TASK REQUIREMENTS:
Would you transcribe the entries below word for word, omitting all images?

AVAILABLE RECORDS:
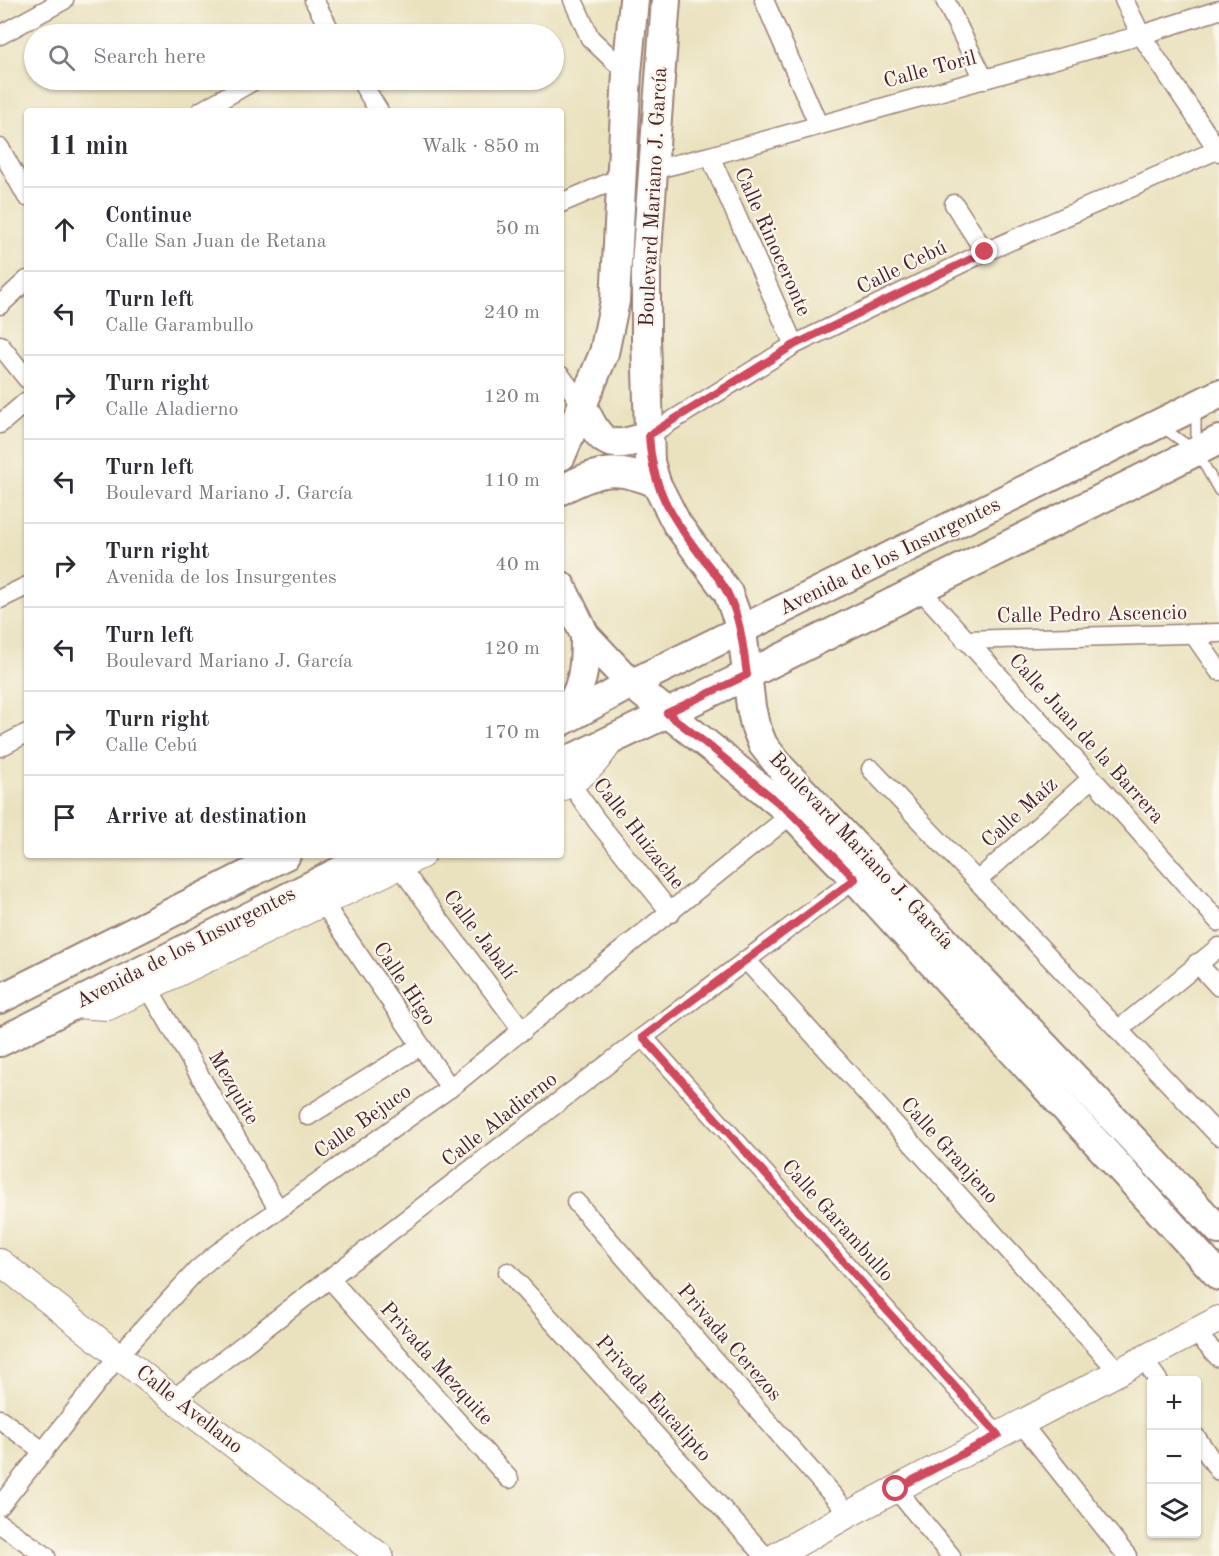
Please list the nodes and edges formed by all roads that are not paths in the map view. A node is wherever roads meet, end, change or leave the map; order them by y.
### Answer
1 (64, 0) edge
2 (314, 0) edge
3 (573, 0) edge
4 (634, 0) edge
5 (666, 0) edge
6 (764, 0) edge
7 (945, 0) edge
8 (1124, 0) edge
9 (1219, 10) edge
10 (327, 24) edge
11 (0, 35) edge
12 (1141, 35) junction
13 (627, 73) junction
14 (984, 79) junction
15 (238, 90) edge
16 (366, 90) edge
17 (206, 108) edge
18 (377, 108) edge
19 (818, 124) junction
20 (0, 148) edge
21 (1219, 150) edge
22 (710, 156) junction
23 (652, 170) junction
24 (622, 177) junction
25 (24, 192) edge
26 (564, 202) edge
27 (954, 204) dead end
28 (985, 252) junction
29 (24, 283) edge
30 (0, 305) edge
31 (0, 345) edge
32 (794, 345) junction
33 (24, 375) edge
34 (564, 380) edge
35 (1207, 400) edge
36 (24, 404) edge
37 (583, 406) junction
38 (0, 424) edge
39 (1158, 424) junction
40 (649, 435) junction
41 (1208, 446) edge
42 (564, 449) edge
43 (656, 483) junction
44 (564, 489) edge
45 (1219, 491) edge
46 (24, 588) edge
47 (919, 588) junction
48 (564, 592) edge
49 (728, 593) junction
50 (0, 600) edge
51 (798, 603) junction
52 (742, 631) junction
53 (1219, 633) edge
54 (585, 635) junction
55 (1194, 635) junction
56 (965, 640) junction
57 (1219, 671) edge
58 (747, 675) junction
59 (631, 684) junction
60 (667, 713) junction
61 (564, 715) edge
62 (564, 718) edge
63 (24, 735) edge
64 (0, 747) edge
65 (871, 769) dead end
66 (564, 778) edge
67 (1092, 778) junction
68 (792, 814) junction
69 (280, 858) edge
70 (366, 858) edge
71 (416, 858) edge
72 (399, 866) junction
73 (855, 879) junction
74 (977, 881) junction
75 (323, 903) junction
76 (896, 907) junction
77 (671, 913) junction
78 (1219, 922) edge
79 (1219, 947) edge
80 (746, 960) junction
81 (1197, 963) junction
82 (1219, 987) edge
83 (149, 989) junction
84 (0, 999) edge
85 (72, 1005) junction
86 (1118, 1029) junction
87 (523, 1030) junction
88 (643, 1037) junction
89 (0, 1042) edge
90 (420, 1046) junction
91 (450, 1089) junction
92 (308, 1116) dead end
93 (1219, 1136) edge
94 (576, 1202) dead end
95 (278, 1209) junction
96 (1219, 1230) edge
97 (0, 1262) edge
98 (508, 1272) dead end
99 (1219, 1276) edge
100 (330, 1279) junction
101 (1219, 1319) edge
102 (1195, 1332) junction
103 (119, 1355) junction
104 (1219, 1358) edge
105 (1143, 1359) junction
106 (1119, 1372) junction
107 (1155, 1376) edge
108 (173, 1399) junction
109 (0, 1419) edge
110 (1021, 1423) junction
111 (998, 1435) junction
112 (1201, 1443) edge
113 (44, 1452) junction
114 (1219, 1471) edge
115 (509, 1479) dead end
116 (896, 1489) junction
117 (0, 1506) edge
118 (849, 1514) junction
119 (0, 1524) edge
120 (46, 1556) edge
121 (380, 1556) edge
122 (765, 1556) edge
123 (776, 1556) edge
124 (951, 1556) edge
125 (1127, 1556) edge

1 - 11 street
2 - 10 street
3 - 13 street
4 - 13 main road, Boulevard Mariano J. García
5 - 23 main road, Boulevard Mariano J. García
6 - 19 street
7 - 14 street
8 - 12 street
9 - 12 street, Calle Toril
12 - 14 street, Calle Toril
12 - 21 street
13 - 24 main road, Boulevard Mariano J. García
14 - 19 street, Calle Toril
15 - 17 street
16 - 18 street
19 - 22 street, Calle Toril
20 - 25 street
21 - 28 street, Calle Cebú
22 - 23 street, Calle Toril
22 - 32 street, Calle Rinoceronte
23 - 40 main road, Boulevard Mariano J. García
24 - 26 street
24 - 37 main road, Boulevard Mariano J. García
27 - 28 street
28 - 32 street, Calle Cebú
29 - 30 street
31 - 33 street
32 - 40 street, Calle Cebú
34 - 37 street
35 - 39 main road, Avenida de los Insurgentes
35 - 41 lane
36 - 38 street
37 - 40 main road
37 - 42 main road, Boulevard Mariano J. García
39 - 41 lane
39 - 51 main road, Avenida de los Insurgentes
40 - 43 main road, Boulevard Mariano J. García
41 - 45 lane
41 - 47 main road, Avenida de los Insurgentes
43 - 44 main road
43 - 49 main road, Boulevard Mariano J. García
46 - 50 street
47 - 56 street, Calle Juan de la Barrera
47 - 58 main road, Avenida de los Insurgentes
48 - 54 main road, Boulevard Mariano J. García
49 - 51 main road
49 - 52 main road, Boulevard Mariano J. García
51 - 52 main road, Avenida de los Insurgentes
52 - 58 main road, Boulevard Mariano J. García
52 - 59 main road, Avenida de los Insurgentes
53 - 55 street, Calle Pedro Ascencio
54 - 59 main road, Boulevard Mariano J. García
54 - 61 main road
55 - 56 street, Calle Pedro Ascencio
55 - 57 street
56 - 67 street, Calle Juan de la Barrera
58 - 60 main road, Avenida de los Insurgentes
58 - 76 main road, Boulevard Mariano J. García
59 - 60 main road, Boulevard Mariano J. García
59 - 62 main road, Avenida de los Insurgentes
60 - 66 main road, Avenida de los Insurgentes
60 - 68 main road, Boulevard Mariano J. García
63 - 64 street
65 - 74 street
66 - 77 street, Calle Huizache
67 - 74 street, Calle Maíz
67 - 78 street, Calle Juan de la Barrera
68 - 73 main road, Boulevard Mariano J. García
68 - 77 street, Calle Bejuco
69 - 84 main road, Avenida de los Insurgentes
70 - 85 main road, Avenida de los Insurgentes
71 - 72 street
72 - 75 street
72 - 87 street, Calle Jabalí
73 - 76 main road, Boulevard Mariano J. García
73 - 80 street, Calle Aladierno
74 - 86 street
75 - 83 street
75 - 90 street, Calle Higo
76 - 96 main road, Boulevard Mariano J. García
76 - 99 main road, Boulevard Mariano J. García
77 - 87 street, Calle Bejuco
79 - 81 street
80 - 88 street, Calle Aladierno
80 - 106 street, Calle Granjeno
81 - 82 street
81 - 86 street
83 - 85 street
83 - 95 street, Mezquite
85 - 89 main road, Avenida de los Insurgentes
86 - 93 street
87 - 91 street, Calle Bejuco
88 - 100 street, Calle Aladierno
88 - 111 street, Calle Garambullo
90 - 91 street, Calle Higo
90 - 92 street
91 - 95 street, Calle Bejuco
94 - 118 street, Privada Cerezos
95 - 103 street, Calle Bejuco
97 - 103 street, Calle Avellano
98 - 122 street, Privada Eucalipto
100 - 108 street, Calle Aladierno
100 - 115 street, Privada Mezquite
101 - 102 street
102 - 104 street
102 - 105 street
103 - 108 street, Calle Avellano
103 - 113 street, Calle Bejuco
105 - 106 street
105 - 107 street
106 - 110 street
108 - 121 street, Calle Avellano
109 - 113 street
110 - 111 street
110 - 125 street
111 - 116 street
112 - 114 street
113 - 117 street, Calle Bejuco
116 - 118 street
116 - 124 street
118 - 123 street
119 - 120 street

RESULT OF THE TASK:
Please list the nodes and edges formed by all roads that are not paths in the map view. A node is wherever roads meet, end, change or leave the map; order them by y.
### Answer
1 (64, 0) edge
2 (314, 0) edge
3 (573, 0) edge
4 (634, 0) edge
5 (666, 0) edge
6 (764, 0) edge
7 (945, 0) edge
8 (1124, 0) edge
9 (1219, 10) edge
10 (327, 24) edge
11 (0, 35) edge
12 (1141, 35) junction
13 (627, 73) junction
14 (984, 79) junction
15 (238, 90) edge
16 (366, 90) edge
17 (206, 108) edge
18 (377, 108) edge
19 (818, 124) junction
20 (0, 148) edge
21 (1219, 150) edge
22 (710, 156) junction
23 (652, 170) junction
24 (622, 177) junction
25 (24, 192) edge
26 (564, 202) edge
27 (954, 204) dead end
28 (985, 252) junction
29 (24, 283) edge
30 (0, 305) edge
31 (0, 345) edge
32 (794, 345) junction
33 (24, 375) edge
34 (564, 380) edge
35 (1207, 400) edge
36 (24, 404) edge
37 (583, 406) junction
38 (0, 424) edge
39 (1158, 424) junction
40 (649, 435) junction
41 (1208, 446) edge
42 (564, 449) edge
43 (656, 483) junction
44 (564, 489) edge
45 (1219, 491) edge
46 (24, 588) edge
47 (919, 588) junction
48 (564, 592) edge
49 (728, 593) junction
50 (0, 600) edge
51 (798, 603) junction
52 (742, 631) junction
53 (1219, 633) edge
54 (585, 635) junction
55 (1194, 635) junction
56 (965, 640) junction
57 (1219, 671) edge
58 (747, 675) junction
59 (631, 684) junction
60 (667, 713) junction
61 (564, 715) edge
62 (564, 718) edge
63 (24, 735) edge
64 (0, 747) edge
65 (871, 769) dead end
66 (564, 778) edge
67 (1092, 778) junction
68 (792, 814) junction
69 (280, 858) edge
70 (366, 858) edge
71 (416, 858) edge
72 (399, 866) junction
73 (855, 879) junction
74 (977, 881) junction
75 (323, 903) junction
76 (896, 907) junction
77 (671, 913) junction
78 (1219, 922) edge
79 (1219, 947) edge
80 (746, 960) junction
81 (1197, 963) junction
82 (1219, 987) edge
83 (149, 989) junction
84 (0, 999) edge
85 (72, 1005) junction
86 (1118, 1029) junction
87 (523, 1030) junction
88 (643, 1037) junction
89 (0, 1042) edge
90 (420, 1046) junction
91 (450, 1089) junction
92 (308, 1116) dead end
93 (1219, 1136) edge
94 (576, 1202) dead end
95 (278, 1209) junction
96 (1219, 1230) edge
97 (0, 1262) edge
98 (508, 1272) dead end
99 (1219, 1276) edge
100 (330, 1279) junction
101 (1219, 1319) edge
102 (1195, 1332) junction
103 (119, 1355) junction
104 (1219, 1358) edge
105 (1143, 1359) junction
106 (1119, 1372) junction
107 (1155, 1376) edge
108 (173, 1399) junction
109 (0, 1419) edge
110 (1021, 1423) junction
111 (998, 1435) junction
112 (1201, 1443) edge
113 (44, 1452) junction
114 (1219, 1471) edge
115 (509, 1479) dead end
116 (896, 1489) junction
117 (0, 1506) edge
118 (849, 1514) junction
119 (0, 1524) edge
120 (46, 1556) edge
121 (380, 1556) edge
122 (765, 1556) edge
123 (776, 1556) edge
124 (951, 1556) edge
125 (1127, 1556) edge

1 - 11 street
2 - 10 street
3 - 13 street
4 - 13 main road, Boulevard Mariano J. García
5 - 23 main road, Boulevard Mariano J. García
6 - 19 street
7 - 14 street
8 - 12 street
9 - 12 street, Calle Toril
12 - 14 street, Calle Toril
12 - 21 street
13 - 24 main road, Boulevard Mariano J. García
14 - 19 street, Calle Toril
15 - 17 street
16 - 18 street
19 - 22 street, Calle Toril
20 - 25 street
21 - 28 street, Calle Cebú
22 - 23 street, Calle Toril
22 - 32 street, Calle Rinoceronte
23 - 40 main road, Boulevard Mariano J. García
24 - 26 street
24 - 37 main road, Boulevard Mariano J. García
27 - 28 street
28 - 32 street, Calle Cebú
29 - 30 street
31 - 33 street
32 - 40 street, Calle Cebú
34 - 37 street
35 - 39 main road, Avenida de los Insurgentes
35 - 41 lane
36 - 38 street
37 - 40 main road
37 - 42 main road, Boulevard Mariano J. García
39 - 41 lane
39 - 51 main road, Avenida de los Insurgentes
40 - 43 main road, Boulevard Mariano J. García
41 - 45 lane
41 - 47 main road, Avenida de los Insurgentes
43 - 44 main road
43 - 49 main road, Boulevard Mariano J. García
46 - 50 street
47 - 56 street, Calle Juan de la Barrera
47 - 58 main road, Avenida de los Insurgentes
48 - 54 main road, Boulevard Mariano J. García
49 - 51 main road
49 - 52 main road, Boulevard Mariano J. García
51 - 52 main road, Avenida de los Insurgentes
52 - 58 main road, Boulevard Mariano J. García
52 - 59 main road, Avenida de los Insurgentes
53 - 55 street, Calle Pedro Ascencio
54 - 59 main road, Boulevard Mariano J. García
54 - 61 main road
55 - 56 street, Calle Pedro Ascencio
55 - 57 street
56 - 67 street, Calle Juan de la Barrera
58 - 60 main road, Avenida de los Insurgentes
58 - 76 main road, Boulevard Mariano J. García
59 - 60 main road, Boulevard Mariano J. García
59 - 62 main road, Avenida de los Insurgentes
60 - 66 main road, Avenida de los Insurgentes
60 - 68 main road, Boulevard Mariano J. García
63 - 64 street
65 - 74 street
66 - 77 street, Calle Huizache
67 - 74 street, Calle Maíz
67 - 78 street, Calle Juan de la Barrera
68 - 73 main road, Boulevard Mariano J. García
68 - 77 street, Calle Bejuco
69 - 84 main road, Avenida de los Insurgentes
70 - 85 main road, Avenida de los Insurgentes
71 - 72 street
72 - 75 street
72 - 87 street, Calle Jabalí
73 - 76 main road, Boulevard Mariano J. García
73 - 80 street, Calle Aladierno
74 - 86 street
75 - 83 street
75 - 90 street, Calle Higo
76 - 96 main road, Boulevard Mariano J. García
76 - 99 main road, Boulevard Mariano J. García
77 - 87 street, Calle Bejuco
79 - 81 street
80 - 88 street, Calle Aladierno
80 - 106 street, Calle Granjeno
81 - 82 street
81 - 86 street
83 - 85 street
83 - 95 street, Mezquite
85 - 89 main road, Avenida de los Insurgentes
86 - 93 street
87 - 91 street, Calle Bejuco
88 - 100 street, Calle Aladierno
88 - 111 street, Calle Garambullo
90 - 91 street, Calle Higo
90 - 92 street
91 - 95 street, Calle Bejuco
94 - 118 street, Privada Cerezos
95 - 103 street, Calle Bejuco
97 - 103 street, Calle Avellano
98 - 122 street, Privada Eucalipto
100 - 108 street, Calle Aladierno
100 - 115 street, Privada Mezquite
101 - 102 street
102 - 104 street
102 - 105 street
103 - 108 street, Calle Avellano
103 - 113 street, Calle Bejuco
105 - 106 street
105 - 107 street
106 - 110 street
108 - 121 street, Calle Avellano
109 - 113 street
110 - 111 street
110 - 125 street
111 - 116 street
112 - 114 street
113 - 117 street, Calle Bejuco
116 - 118 street
116 - 124 street
118 - 123 street
119 - 120 street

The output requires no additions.